Джеко обезоружили; Свенгали пришел в себя после обморока, его отвезли домой, но за полицией не послали; дело затушили, чтобы избежать огласки. Все же первое выступление Ла Свенгали, к великому огорчению месье Икс, пришлось отложить на целую неделю, так как Свенгали не разрешал жене петь в свое отсутствие и вообще не разлучался с ней ни на минуту требуя, чтобы она непрестанно была подле него.
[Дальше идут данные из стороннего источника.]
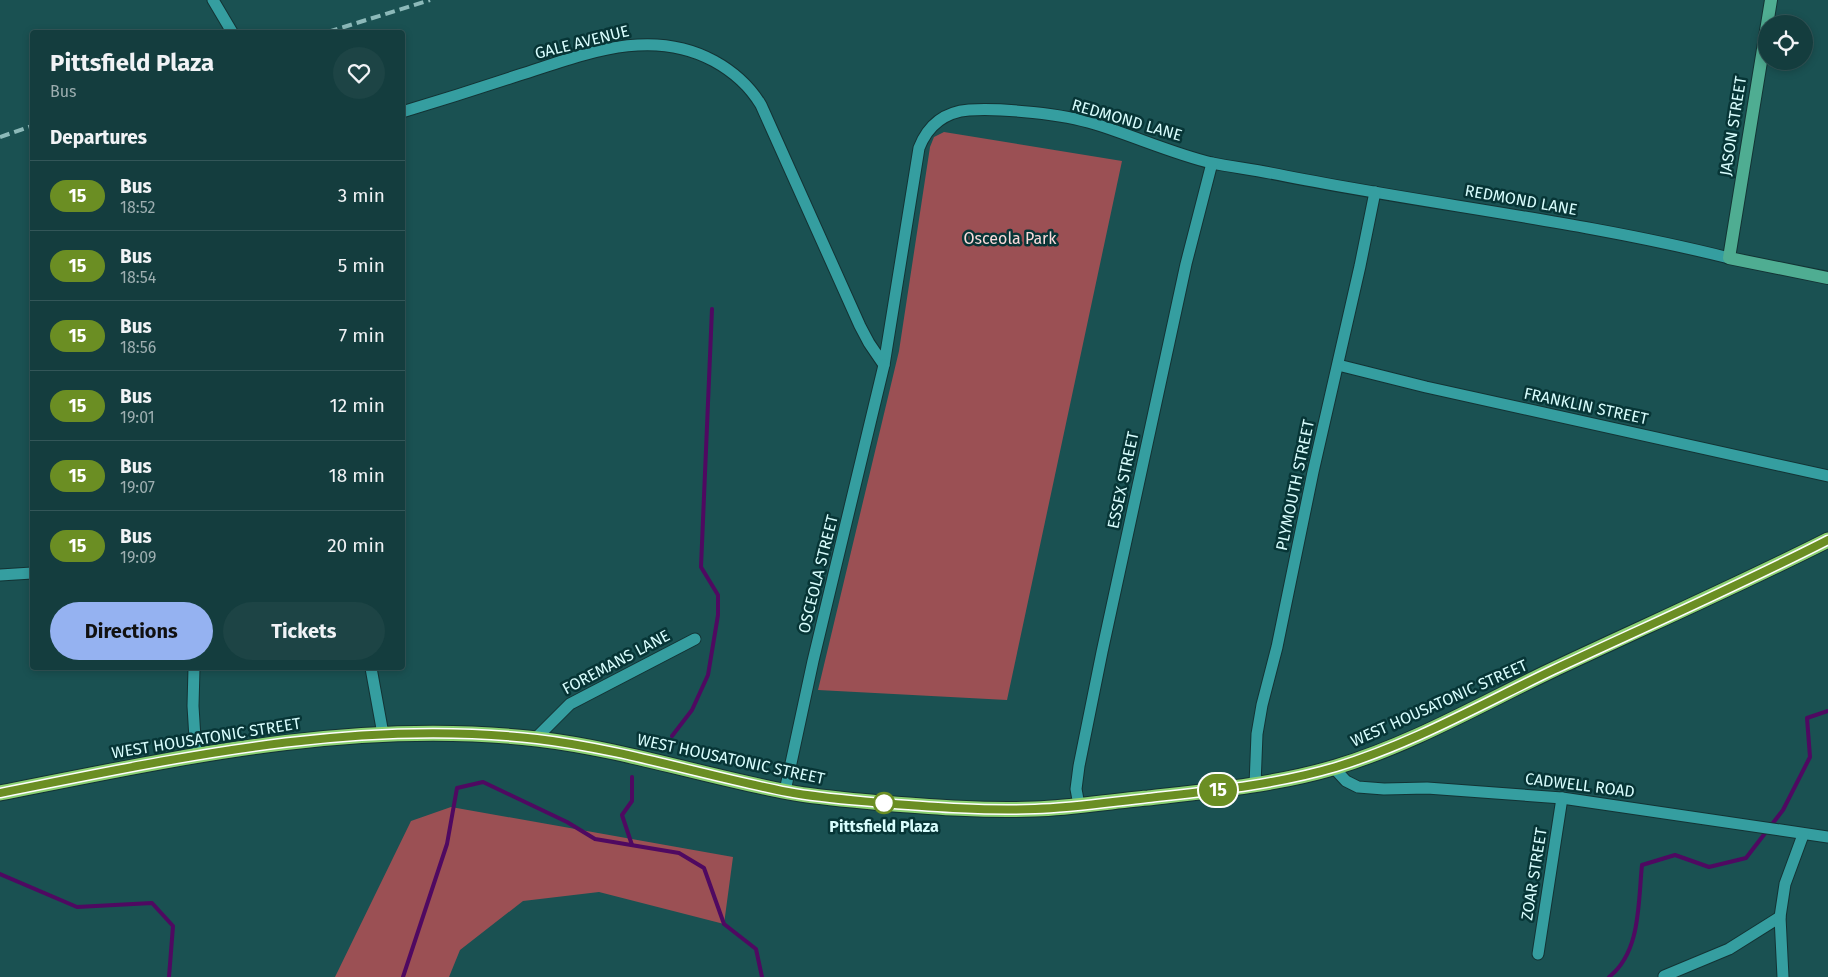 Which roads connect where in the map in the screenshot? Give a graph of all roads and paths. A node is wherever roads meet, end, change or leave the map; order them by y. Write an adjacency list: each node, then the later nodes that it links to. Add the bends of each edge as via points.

Рана была легкой. Доктор, лечивший Свенгали, говорил, что жена его производит впечатление слабоумной; без сомнения, она потеряла голову от горя и волнения, но ни на минуту она не отходит от изголовья своего мужа и прислуживает ему преданно и послушно.

Наконец наступил вечер первого концерта. Доктор разрешил Свенгали присутствовать на выступлении его жены, но категорически запретил ему дирижировать. Огорчение и тревога Свенгали были столь велики, что он перестал владеть собой и неистовствовал, как безумный; месье Икс чувствовал себя тоже весьма неважно.

Месье Икс провел все репетиции с оркестром, пока болел Свенгали. Это была приятная работа, так как оркестр был так вымуштрован и так сыгран, что мог бы обойтись совсем без дирижера, тем более что репетировали вещи, уже много раз исполнявшиеся (большинство из них служило аккомпанементом к пению Ла Свенгали). У нее был обширнейший репертуар, и ее муж тщательно и превосходно оркестровал его.

В этот вечер все было устроено так, чтобы Свенгали мог сидеть в ложе один, прямо напротив сцены, где в центре должна была стоять его жена и откуда она хорошо могла его видеть. Между ним, дирижером месье Икс и оркестром был выработан код, состоящий из простых сигналов, чтобы в случае какой-нибудь заминки или неполадки Свенгали сразу мог прийти на помощь. Накануне выступления была устроена пробная репетиция в присутствии Свенгали, который сидел в ложе; репетиция прошла превосходно, Ла Свенгали пела изумительно при пустом зрительном зале.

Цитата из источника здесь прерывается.